Communal fascism, it may be thought, is not de-ideologizing; it introduces into people’s minds a communal ideology, which is an ideology like any other. But this is erroneous

Prabhat Patnaik Published 10.04.24, 06:49 AM
Representational image.

Representational image. Sourced by the Telegraph

There is a common perception that no matter who gets how many seats in the coming parliamentary elections, the next government at the Centre will be formed by the party with the fattest purse by enticing enough newly-elected legislators into its camp. This perception arises from what has happened of late in several states, which represents the commoditization of politics. Such commoditization entails that political power flows to the party with the fattest purse; whom the people elect does not matter, since a large number of those elected eventually end up being in the camp of the party with the fattest purse. That money matters in elections, in determining their outcome, not just in India but elsewhere too, has for long been a well-known fact; what is new, with the commoditization of politics, is that the outcome of the elections itself does not matter anymore.

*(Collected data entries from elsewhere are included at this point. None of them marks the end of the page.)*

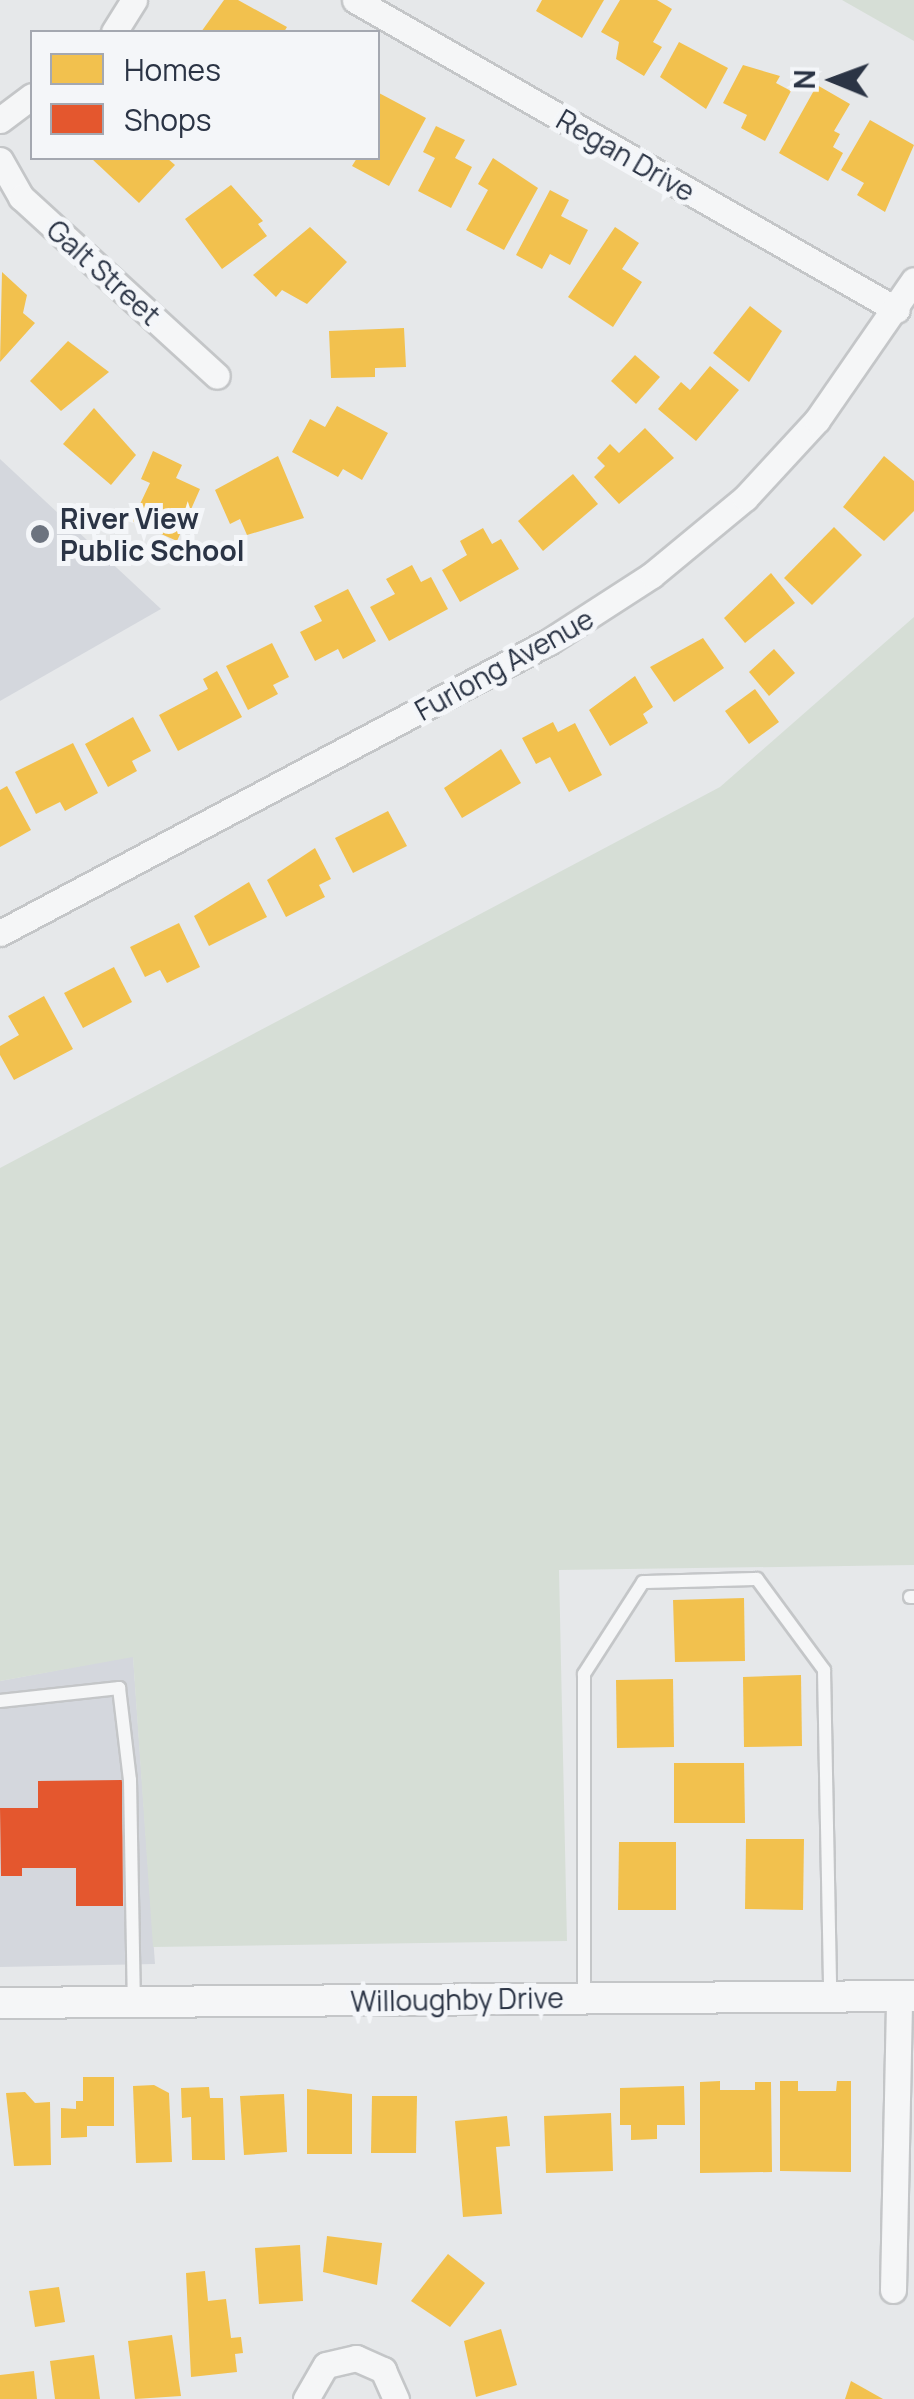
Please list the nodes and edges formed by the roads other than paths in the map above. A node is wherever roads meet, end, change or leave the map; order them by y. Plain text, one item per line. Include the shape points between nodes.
1 (134, 0) edge
2 (355, 0) edge
3 (115, 30) edge
4 (30, 98) edge
5 (0, 120) edge
6 (0, 160) edge
7 (914, 280) edge
8 (897, 310) junction
9 (217, 376) dead end
10 (0, 933) edge
11 (0, 1701) edge
12 (830, 1996) junction
13 (906, 1996) edge
14 (584, 1998) junction
15 (134, 2002) junction
16 (0, 2003) edge
17 (893, 2290) dead end
18 (306, 2399) edge
19 (396, 2399) edge

1 - 3 street
2 - 8 street, Regan Drive
4 - 5 street
6 - 9 street, Galt Street via 21,196
7 - 8 street, Furlong Avenue
8 - 10 street, Furlong Avenue via 778,464 652,575 550,641
11 - 15 lane via 119,1688 130,1780
12 - 13 street, Willoughby Drive
12 - 14 street, Willoughby Drive
12 - 14 lane via 824,1670 757,1579 643,1582 584,1674
13 - 17 street
14 - 15 street, Willoughby Drive
15 - 16 street, Willoughby Drive
18 - 19 street via 326,2365 356,2358 383,2370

The spread of commoditization is immanent in capitalism; its eventual incursion into politics therefore is not surprising. It represents a complete inversion of the ‘new’ liberal ideology, as opposed to classical liberalism, which emerged with John Maynard Keynes and has been widely prevalent since then. This ideology held that while laissez-faire capitalism was flawed, in particular in keeping large masses of working people unemployed, the intervention by a democratic State could rectify its flaws; that capitalism could be modified to become more humane through State intervention.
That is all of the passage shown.